Tech Company News Data Dump on HuggingFace: 3M Most Cited Posts About 3k Most Valued Tech Companies

cover
8 Feb 2024

HackerNoon curated the internet's most cited 3M+ tech company news articles and blog posts about the 3k+ most valuable tech companies in 2022 and 2023. These stories were curated to power HackerNoon.com/Companies, where we update daily news on top technology companies like MicrosoftGoogle, and HuggingFace. This dataset is open sourced under the Creative Common License on HuggingFace as Tech Company News Data Dump. Please use this tech company news data freely for your project :-)

https://huggingface.co/datasets/HackerNoon/tech-company-news-data-dump

How the tech companies were curated

Our team made a list of the most valuable technology companies, and added companies as they started to trend in the news and on HackerNoon. The first one and half thousand were public companies based on market cap. Then as companies got mentioned in HackerNoon stories and performed well in our startup of the year voting, we added created tech company news pages for them. Once a tech company news page is created, our system curates and stores the trending news, articles and blog posts about that company based on our rules and prompts that define what is a trending story.

How the stories, articles and blog posts were sourced

A combination of custom rules, prompts and conditions for relevance, specificity and trendiness using the Bing News API, the Brave News API, and the HackerNoon API. We drilled down industry match for each company, and heavily favored more trusted high ranking sites while also allowing for relevant lower ranking niche publishers. For each company, we surface the most relevant 10-20 stories on their main /company page (Microsoft as an example), and then feature the complete list of the company’s news, stories, mentions, articles and notable links in internet history on company-name/news (Google as an example).

How this tech company news data is organized

The columns are companyName, company URL, publishedAT, (story) url, title, featured image, and (meta) description.
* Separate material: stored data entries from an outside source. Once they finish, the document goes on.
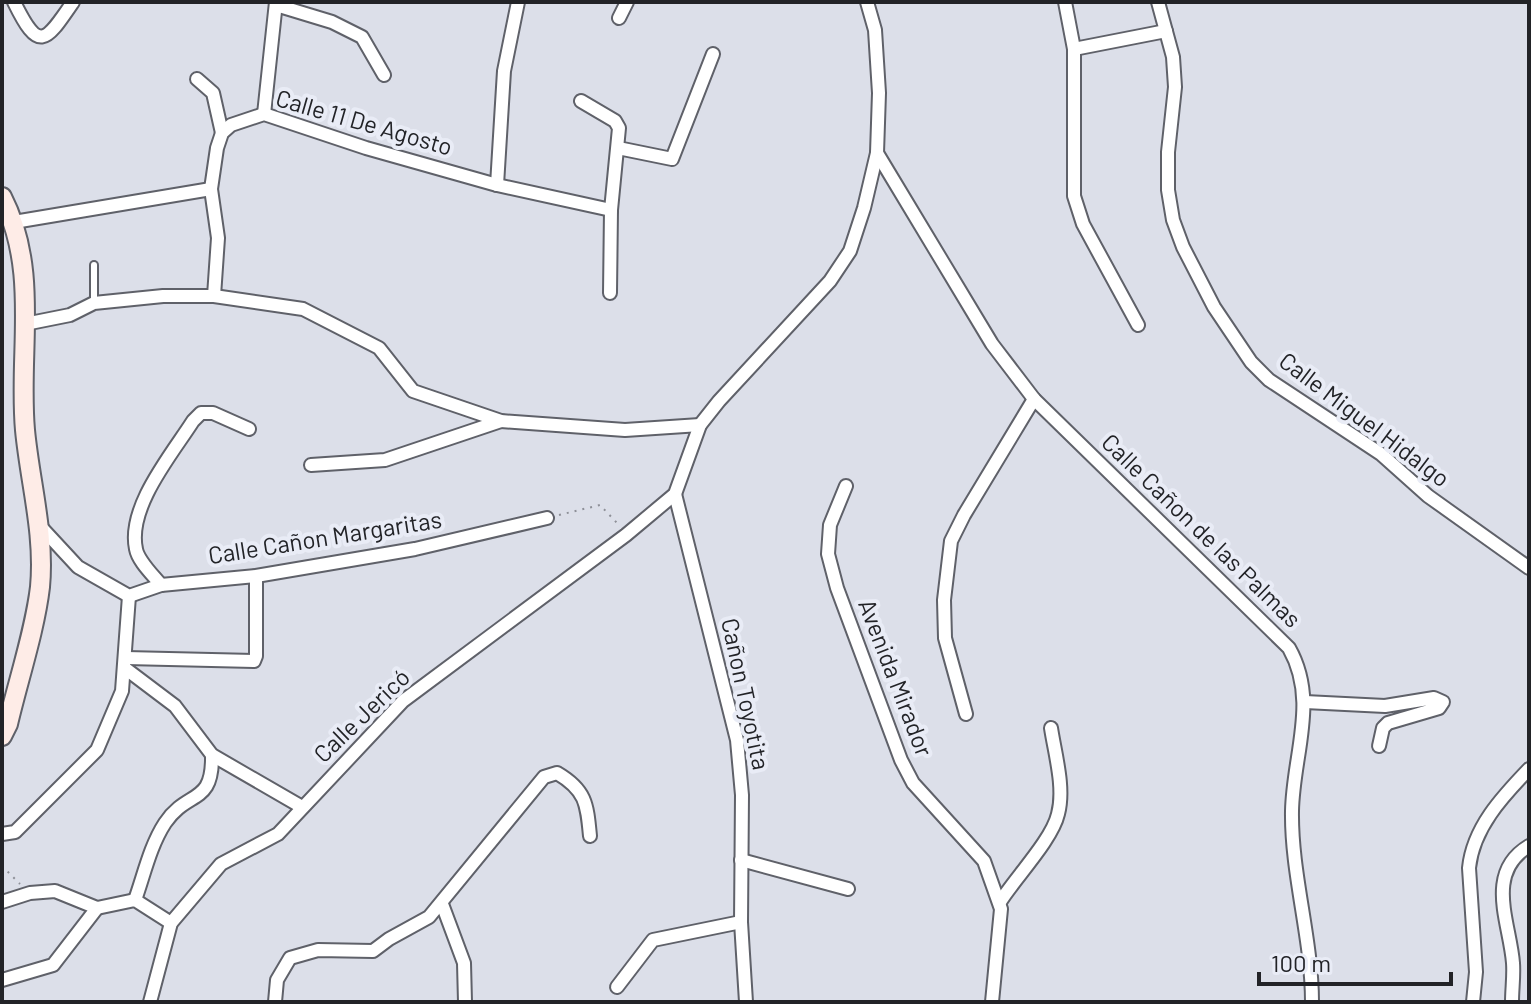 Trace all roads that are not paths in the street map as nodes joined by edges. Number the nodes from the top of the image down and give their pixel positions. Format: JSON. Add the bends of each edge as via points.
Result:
{"nodes":[{"id":1,"x":14,"y":2,"type":"edge"},
{"id":2,"x":73,"y":2,"type":"edge"},
{"id":3,"x":518,"y":2,"type":"edge"},
{"id":4,"x":627,"y":2,"type":"edge"},
{"id":5,"x":867,"y":2,"type":"edge"},
{"id":6,"x":1065,"y":2,"type":"edge"},
{"id":7,"x":1158,"y":2,"type":"edge"},
{"id":8,"x":276,"y":4,"type":"edge"},
{"id":9,"x":619,"y":18,"type":"dead end"},
{"id":10,"x":1166,"y":31,"type":"junction"},
{"id":11,"x":1074,"y":49,"type":"junction"},
{"id":12,"x":713,"y":54,"type":"dead end"},
{"id":13,"x":384,"y":75,"type":"dead end"},
{"id":14,"x":197,"y":79,"type":"dead end"},
{"id":15,"x":581,"y":101,"type":"dead end"},
{"id":16,"x":264,"y":114,"type":"junction"},
{"id":17,"x":222,"y":133,"type":"junction"},
{"id":18,"x":618,"y":148,"type":"junction"},
{"id":19,"x":877,"y":153,"type":"junction"},
{"id":20,"x":497,"y":185,"type":"junction"},
{"id":21,"x":211,"y":189,"type":"junction"},
{"id":22,"x":2,"y":197,"type":"edge"},
{"id":23,"x":611,"y":210,"type":"junction"},
{"id":24,"x":14,"y":222,"type":"junction"},
{"id":25,"x":94,"y":265,"type":"dead end"},
{"id":26,"x":610,"y":293,"type":"dead end"},
{"id":27,"x":214,"y":296,"type":"junction"},
{"id":28,"x":94,"y":303,"type":"junction"},
{"id":29,"x":25,"y":324,"type":"junction"},
{"id":30,"x":1138,"y":325,"type":"dead end"},
{"id":31,"x":1034,"y":399,"type":"junction"},
{"id":32,"x":501,"y":421,"type":"junction"},
{"id":33,"x":700,"y":425,"type":"junction"},
{"id":34,"x":249,"y":429,"type":"dead end"},
{"id":35,"x":311,"y":465,"type":"dead end"},
{"id":36,"x":846,"y":486,"type":"dead end"},
{"id":37,"x":675,"y":494,"type":"junction"},
{"id":38,"x":547,"y":518,"type":"road end"},
{"id":39,"x":40,"y":526,"type":"junction"},
{"id":40,"x":1529,"y":568,"type":"edge"},
{"id":41,"x":256,"y":576,"type":"junction"},
{"id":42,"x":161,"y":585,"type":"junction"},
{"id":43,"x":129,"y":596,"type":"junction"},
{"id":44,"x":126,"y":664,"type":"junction"},
{"id":45,"x":1305,"y":702,"type":"junction"},
{"id":46,"x":966,"y":714,"type":"dead end"},
{"id":47,"x":1051,"y":728,"type":"dead end"},
{"id":48,"x":2,"y":736,"type":"edge"},
{"id":49,"x":1379,"y":746,"type":"dead end"},
{"id":50,"x":212,"y":755,"type":"junction"},
{"id":51,"x":1529,"y":769,"type":"edge"},
{"id":52,"x":302,"y":807,"type":"junction"},
{"id":53,"x":2,"y":834,"type":"edge"},
{"id":54,"x":590,"y":836,"type":"dead end"},
{"id":55,"x":1529,"y":846,"type":"edge"},
{"id":56,"x":741,"y":860,"type":"junction"},
{"id":57,"x":848,"y":889,"type":"dead end"},
{"id":58,"x":135,"y":900,"type":"junction"},
{"id":59,"x":2,"y":902,"type":"edge"},
{"id":60,"x":1000,"y":902,"type":"junction"},
{"id":61,"x":442,"y":904,"type":"junction"},
{"id":62,"x":97,"y":908,"type":"junction"},
{"id":63,"x":741,"y":922,"type":"junction"},
{"id":64,"x":171,"y":923,"type":"junction"},
{"id":65,"x":2,"y":980,"type":"edge"},
{"id":66,"x":617,"y":987,"type":"dead end"},
{"id":67,"x":150,"y":1002,"type":"edge"},
{"id":68,"x":275,"y":1002,"type":"edge"},
{"id":69,"x":465,"y":1002,"type":"edge"},
{"id":70,"x":746,"y":1002,"type":"edge"},
{"id":71,"x":992,"y":1002,"type":"edge"},
{"id":72,"x":1312,"y":1002,"type":"edge"},
{"id":73,"x":1473,"y":1002,"type":"edge"},
{"id":74,"x":1512,"y":1002,"type":"edge"}],
"edges":[{"from":1,"to":2,"type":"street","via":[[27,28],[43,38]]},
{"from":3,"to":20,"type":"street","via":[[504,71]]},
{"from":4,"to":9,"type":"street"},
{"from":5,"to":19,"type":"street","via":[[875,30]]},
{"from":6,"to":11,"type":"street"},
{"from":7,"to":10,"type":"street","name":"Calle Miguel Hidalgo"},
{"from":8,"to":13,"type":"street","via":[[362,37]]},
{"from":8,"to":16,"type":"street"},
{"from":10,"to":11,"type":"street"},
{"from":10,"to":40,"type":"street","name":"Calle Miguel Hidalgo","via":[[1175,87],[1168,152],[1173,220],[1232,335],[1269,380],[1381,454],[1428,496]]},
{"from":11,"to":30,"type":"street","via":[[1074,196],[1083,224]]},
{"from":12,"to":18,"type":"street","via":[[672,159]]},
{"from":14,"to":17,"type":"street","via":[[213,93]]},
{"from":15,"to":18,"type":"street","via":[[615,121]]},
{"from":16,"to":17,"type":"street","name":"Calle 11 De Agosto"},
{"from":16,"to":20,"type":"street","name":"Calle 11 De Agosto"},
{"from":17,"to":21,"type":"street"},
{"from":18,"to":23,"type":"street"},
{"from":19,"to":31,"type":"street","name":"Calle Cañon de las Palmas","via":[[992,344]]},
{"from":19,"to":33,"type":"street","via":[[850,251],[837,271]]},
{"from":20,"to":23,"type":"street","name":"Calle 11 De Agosto"},
{"from":21,"to":24,"type":"street"},
{"from":21,"to":27,"type":"street","via":[[218,238]]},
{"from":22,"to":24,"type":"street"},
{"from":23,"to":26,"type":"street"},
{"from":24,"to":29,"type":"street","via":[[24,266]]},
{"from":25,"to":28,"type":"lane"},
{"from":27,"to":28,"type":"street"},
{"from":27,"to":32,"type":"street","via":[[303,309],[379,348],[413,391]]},
{"from":28,"to":29,"type":"street","via":[[70,315]]},
{"from":29,"to":39,"type":"street","via":[[25,429]]},
{"from":31,"to":45,"type":"street","name":"Calle Cañon de las Palmas","via":[[1289,648],[1300,667]]},
{"from":31,"to":46,"type":"street","via":[[951,541],[945,638]]},
{"from":32,"to":33,"type":"street","via":[[625,430]]},
{"from":32,"to":35,"type":"street","via":[[385,460]]},
{"from":33,"to":37,"type":"street"},
{"from":34,"to":42,"type":"street","via":[[201,413],[144,500],[135,528],[136,552]]},
{"from":36,"to":60,"type":"street","name":"Avenida Mirador","via":[[830,525],[828,554],[837,588],[901,760],[913,783],[984,861]]},
{"from":37,"to":52,"type":"street","name":"Calle Jericó","via":[[403,701]]},
{"from":37,"to":56,"type":"street","name":"Cañon Toyotita","via":[[737,740]]},
{"from":38,"to":41,"type":"street","name":"Calle Cañon Margaritas","via":[[415,549]]},
{"from":39,"to":43,"type":"street","via":[[78,567]]},
{"from":39,"to":48,"type":"street","via":[[40,588]]},
{"from":41,"to":42,"type":"street","name":"Calle Cañon Margaritas"},
{"from":41,"to":44,"type":"street","via":[[254,661]]},
{"from":42,"to":43,"type":"street","name":"Calle Cañon Margaritas"},
{"from":43,"to":44,"type":"street"},
{"from":44,"to":50,"type":"street","via":[[175,706]]},
{"from":44,"to":53,"type":"street","via":[[122,691],[97,750],[15,832]]},
{"from":45,"to":49,"type":"street","via":[[1443,702],[1439,708],[1388,723]]},
{"from":45,"to":72,"type":"street","name":"Calle Cañon de las Palmas","via":[[1292,812]]},
{"from":47,"to":60,"type":"street","via":[[1058,814]]},
{"from":50,"to":52,"type":"street"},
{"from":50,"to":58,"type":"street","via":[[209,787],[166,822]]},
{"from":51,"to":73,"type":"street","via":[[1493,808],[1471,852]]},
{"from":52,"to":64,"type":"street","name":"Calle Jericó","via":[[278,834],[221,864]]},
{"from":54,"to":61,"type":"street","via":[[586,803],[575,784],[557,773],[544,777]]},
{"from":55,"to":74,"type":"street","via":[[1516,854],[1504,877]]},
{"from":56,"to":57,"type":"street"},
{"from":56,"to":63,"type":"street","name":"Cañon Toyotita"},
{"from":58,"to":62,"type":"street"},
{"from":58,"to":64,"type":"street"},
{"from":59,"to":62,"type":"street","via":[[55,891]]},
{"from":60,"to":71,"type":"street","name":"Avenida Mirador"},
{"from":61,"to":68,"type":"street","via":[[373,951],[318,950],[290,958],[277,980]]},
{"from":61,"to":69,"type":"street","via":[[464,963]]},
{"from":62,"to":65,"type":"street","via":[[53,965]]},
{"from":63,"to":66,"type":"street","via":[[653,940]]},
{"from":63,"to":70,"type":"street","name":"Cañon Toyotita"},
{"from":64,"to":67,"type":"street"}]}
This follows how we organize data in our database. Every article is connected to at least one company. Some companies have more articles than other based on their share of voice, for example using the dataset viewer you can see Google has 99,152 results, 3M has 20,608 results, Adobe has 13,449 results, and NVIDIA has 19,811 results.
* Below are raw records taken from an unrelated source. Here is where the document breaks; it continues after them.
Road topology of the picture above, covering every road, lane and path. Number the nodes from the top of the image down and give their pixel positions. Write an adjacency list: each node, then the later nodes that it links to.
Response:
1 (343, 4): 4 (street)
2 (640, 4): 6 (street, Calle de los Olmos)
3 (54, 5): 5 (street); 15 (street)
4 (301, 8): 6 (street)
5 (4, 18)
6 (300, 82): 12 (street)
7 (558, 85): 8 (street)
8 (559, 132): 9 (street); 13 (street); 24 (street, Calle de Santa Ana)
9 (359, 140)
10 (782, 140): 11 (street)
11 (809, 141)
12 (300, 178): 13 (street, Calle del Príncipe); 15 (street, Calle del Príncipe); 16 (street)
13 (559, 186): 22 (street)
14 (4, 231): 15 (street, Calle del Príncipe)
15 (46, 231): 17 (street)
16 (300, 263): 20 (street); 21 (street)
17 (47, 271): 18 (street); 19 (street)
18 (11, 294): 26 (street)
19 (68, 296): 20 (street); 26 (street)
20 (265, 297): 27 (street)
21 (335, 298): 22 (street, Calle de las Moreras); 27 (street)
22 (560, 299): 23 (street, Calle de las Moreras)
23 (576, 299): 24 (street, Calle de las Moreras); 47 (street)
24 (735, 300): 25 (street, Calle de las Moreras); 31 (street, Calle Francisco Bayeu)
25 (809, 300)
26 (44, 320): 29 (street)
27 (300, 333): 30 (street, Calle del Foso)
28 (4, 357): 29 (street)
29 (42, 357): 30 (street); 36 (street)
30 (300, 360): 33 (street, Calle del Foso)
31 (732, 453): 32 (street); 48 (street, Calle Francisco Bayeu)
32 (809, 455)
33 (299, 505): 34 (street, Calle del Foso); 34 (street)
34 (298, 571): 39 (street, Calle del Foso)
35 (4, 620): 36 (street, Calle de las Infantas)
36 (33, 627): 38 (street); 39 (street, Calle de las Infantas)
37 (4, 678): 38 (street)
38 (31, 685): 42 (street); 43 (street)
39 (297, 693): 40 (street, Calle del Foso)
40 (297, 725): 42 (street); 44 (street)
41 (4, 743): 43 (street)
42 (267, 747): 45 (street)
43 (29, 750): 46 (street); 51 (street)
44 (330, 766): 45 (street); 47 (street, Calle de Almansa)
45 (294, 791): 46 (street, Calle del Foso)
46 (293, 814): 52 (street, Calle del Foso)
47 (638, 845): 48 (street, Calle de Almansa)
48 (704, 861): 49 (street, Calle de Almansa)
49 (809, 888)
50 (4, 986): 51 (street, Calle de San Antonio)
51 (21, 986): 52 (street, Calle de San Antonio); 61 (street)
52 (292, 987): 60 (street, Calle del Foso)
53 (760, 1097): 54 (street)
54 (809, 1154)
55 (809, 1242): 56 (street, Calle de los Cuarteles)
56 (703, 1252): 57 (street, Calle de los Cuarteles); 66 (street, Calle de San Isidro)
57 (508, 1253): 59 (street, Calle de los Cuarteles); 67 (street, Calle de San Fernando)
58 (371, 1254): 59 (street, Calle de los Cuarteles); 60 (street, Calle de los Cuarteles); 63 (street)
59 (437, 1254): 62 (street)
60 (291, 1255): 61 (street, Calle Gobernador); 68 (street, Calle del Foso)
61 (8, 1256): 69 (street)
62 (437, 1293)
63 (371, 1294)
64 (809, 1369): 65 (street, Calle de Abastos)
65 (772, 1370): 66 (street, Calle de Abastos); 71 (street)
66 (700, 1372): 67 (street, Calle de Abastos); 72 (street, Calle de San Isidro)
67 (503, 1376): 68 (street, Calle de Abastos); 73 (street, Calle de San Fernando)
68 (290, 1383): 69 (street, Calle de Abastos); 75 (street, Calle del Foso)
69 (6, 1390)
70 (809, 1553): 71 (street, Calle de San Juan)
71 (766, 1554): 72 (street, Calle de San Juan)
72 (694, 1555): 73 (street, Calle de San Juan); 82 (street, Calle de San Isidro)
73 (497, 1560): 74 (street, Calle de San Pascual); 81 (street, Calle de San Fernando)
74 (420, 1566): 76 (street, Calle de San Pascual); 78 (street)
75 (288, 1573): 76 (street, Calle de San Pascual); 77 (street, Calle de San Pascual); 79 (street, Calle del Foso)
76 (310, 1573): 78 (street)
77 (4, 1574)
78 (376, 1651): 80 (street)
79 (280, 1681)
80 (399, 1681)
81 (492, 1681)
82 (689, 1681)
Without even downloading the data, you can search for company or publication names in the dataset viewer, like NVIDIA pictured below:

This dataset is open sourced under the Creative Common License on HuggingFace as Tech Company News Data Dump. Please use this tech company news data freely for your project :-) You could quantify a company’s aggregate share of voice online, you could measure sentiment analysis of a company’s digital news coverage, you could train your model to predict what headlines will publish about what companies in future, or whatever other research about large tech companies and media coverage your heart desires.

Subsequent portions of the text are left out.